Energy Transition Digest: 17-23 June 2024
Image credit: Ed Hawkins, National Centre for Atmospheric Science, University of Reading

Energy Transition Digest: 17-23 June 2024

1. Adaptation Needs More Innovation and Funding

Climate adaptation is the next wave of climate investment, according to Paul Bodnar , Director of Sustainable Finance, Industry, and Diplomacy at the Bezos Earth Fund .

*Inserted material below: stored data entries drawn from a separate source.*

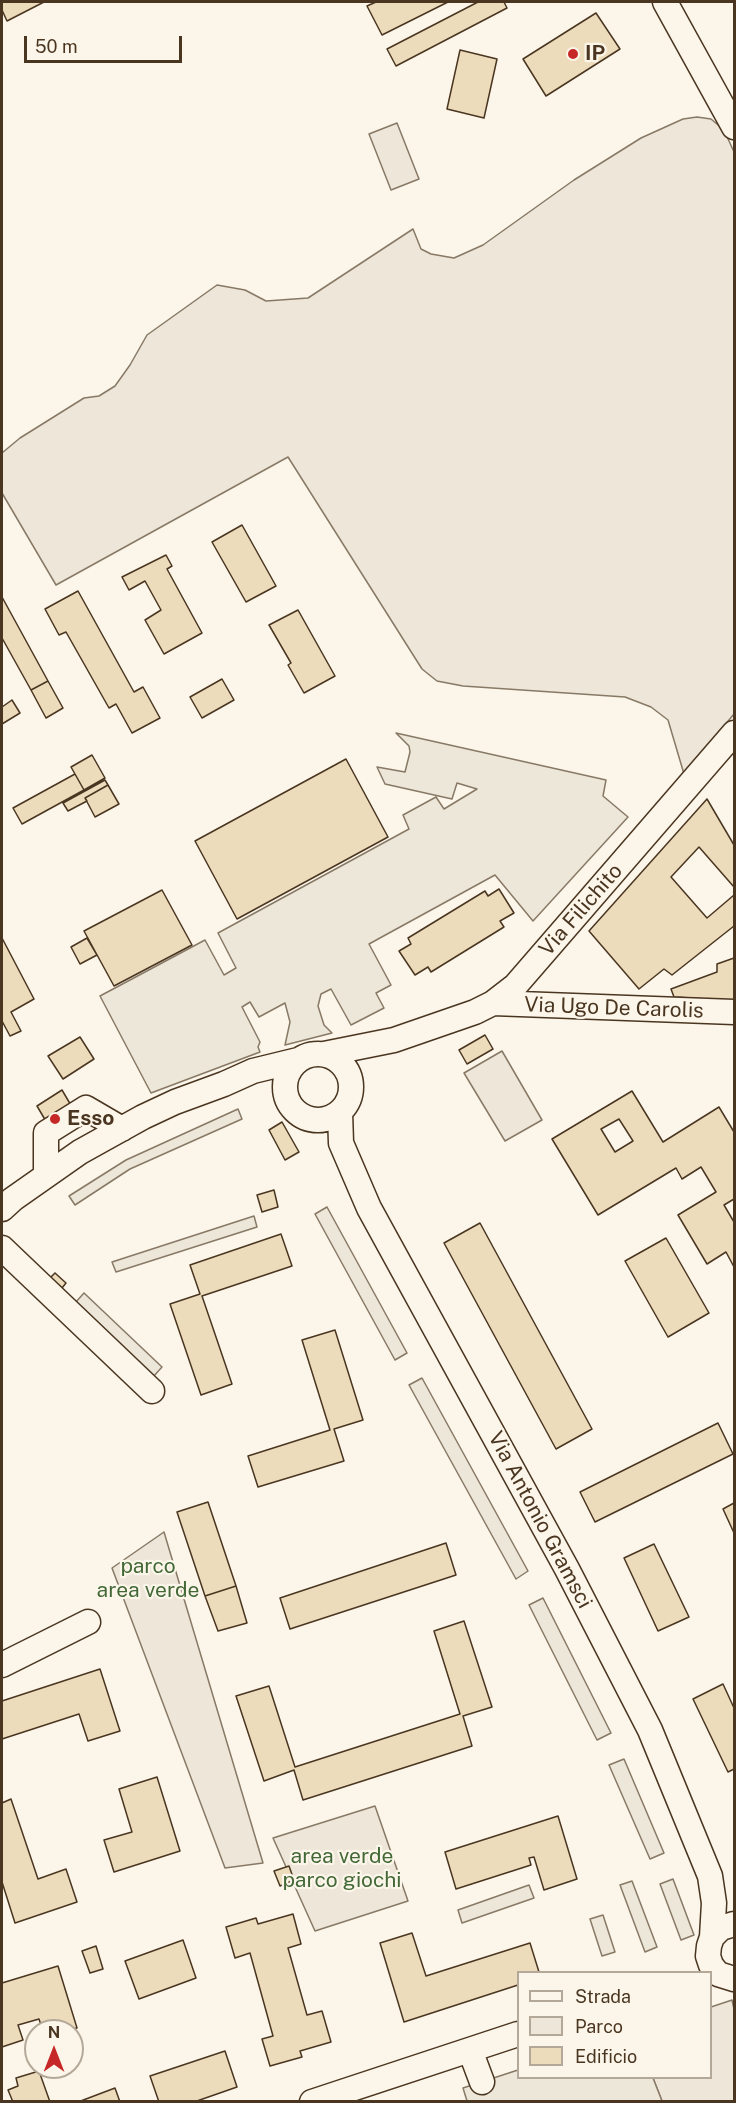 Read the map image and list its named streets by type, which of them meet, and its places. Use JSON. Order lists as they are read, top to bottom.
{
  "streets": {
    "street": ["Via Filichito", "Via Ugo De Carolis", "Via Antonio Gramsci"]
  },
  "crossings": [
    ["Via Filichito", "Via Ugo De Carolis"],
    ["Via Filichito", "Via Antonio Gramsci"]
  ],
  "parks": ["parco area verde", "area verde parco giochi"],
  "places": ["IP", "Esso"],
  "legend": ["Strada", "Parco", "Edificio"],
  "scale_bar": "50 m",
  "north": "top"
}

So what? Adaptation is the underdog of climate finance – less than 10% of money goes to making livelihoods and economies more resilient (vs climate mitigation). This needs to shift as the negative impacts of climate change become more frequent and severe.

Details:

  • Of the $1.27 trillion average annual climate finance flow, only up to $114 billion (9%) is used for adaptation. Besides, adaptation finance is geographically concentrated mostly in developed countries and dominated by public actors.
  • The distribution is quite similar if we zoom in on climate tech (venture funding and deals in private climate tech companies) – innovation in the sector is lagging compared to other environmental objectives and is concentrated almost entirely in Europe and North America.
  • Spotted at the HackSummit : Catalyst Fund is an example of a VC specifically focused on adaptation; they support ventures working on climate resilience in Africa – impressive!

"Unfortunately, climate-proofing life on earth is a growth industry in the 21st century. <...> This should be at least as interesting to investors as decarbonization." – Paul Bodnar, Director of Sustainable Finance, Industry, and Diplomacy at the Bezos Earth Fund (source).

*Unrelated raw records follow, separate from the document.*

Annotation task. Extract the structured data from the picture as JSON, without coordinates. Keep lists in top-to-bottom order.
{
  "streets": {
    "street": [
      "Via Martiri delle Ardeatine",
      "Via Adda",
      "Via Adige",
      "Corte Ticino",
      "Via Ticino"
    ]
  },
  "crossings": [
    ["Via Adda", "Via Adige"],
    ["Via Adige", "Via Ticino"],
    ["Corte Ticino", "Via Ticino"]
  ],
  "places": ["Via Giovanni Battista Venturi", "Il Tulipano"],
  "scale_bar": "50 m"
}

2. World Energy Stats Show Challenges in Transition

Energy Institute published the 2024 Statistical Review of World Energy.

So what? The key message seems to be that energy transition remains a massive challenge. Despite years of rapid growth, renewables (including hydro) still account for only 14.5% of global primary energy consumption, and this share grew only 0.4 p.p. last year. Fossil fuel use and energy-related emissions reached new record highs in 2023.

Details:

  • Global primary energy consumption reached 620 exajoules last year (+2% vs 2022), of which 81.5% was met by fossil fuels, 14.5% by renewables, and 4% by nuclear.
  • Energy-related GHG emissions reached a record 40 Gt CO2e, driven by the increased use of oil and coal, while natural gas consumption remained relatively flat. Emissions in Europe and the US decreased, while in China and India, they rose significantly, mostly due to coal use.
  • There are stark regional differences in almost any indicator. For example, the average per capita energy consumption in North America, CIS, and the Middle East is six times higher than in Africa, South Asia, and South & Central America.
  • The report has many more insightful data points and graphs – check it out for yourself!

3. New Lithium Projects Developed in Europe

Serbia plans to approve Rio Tinto 's Jadar lithium mining and refining project in the country.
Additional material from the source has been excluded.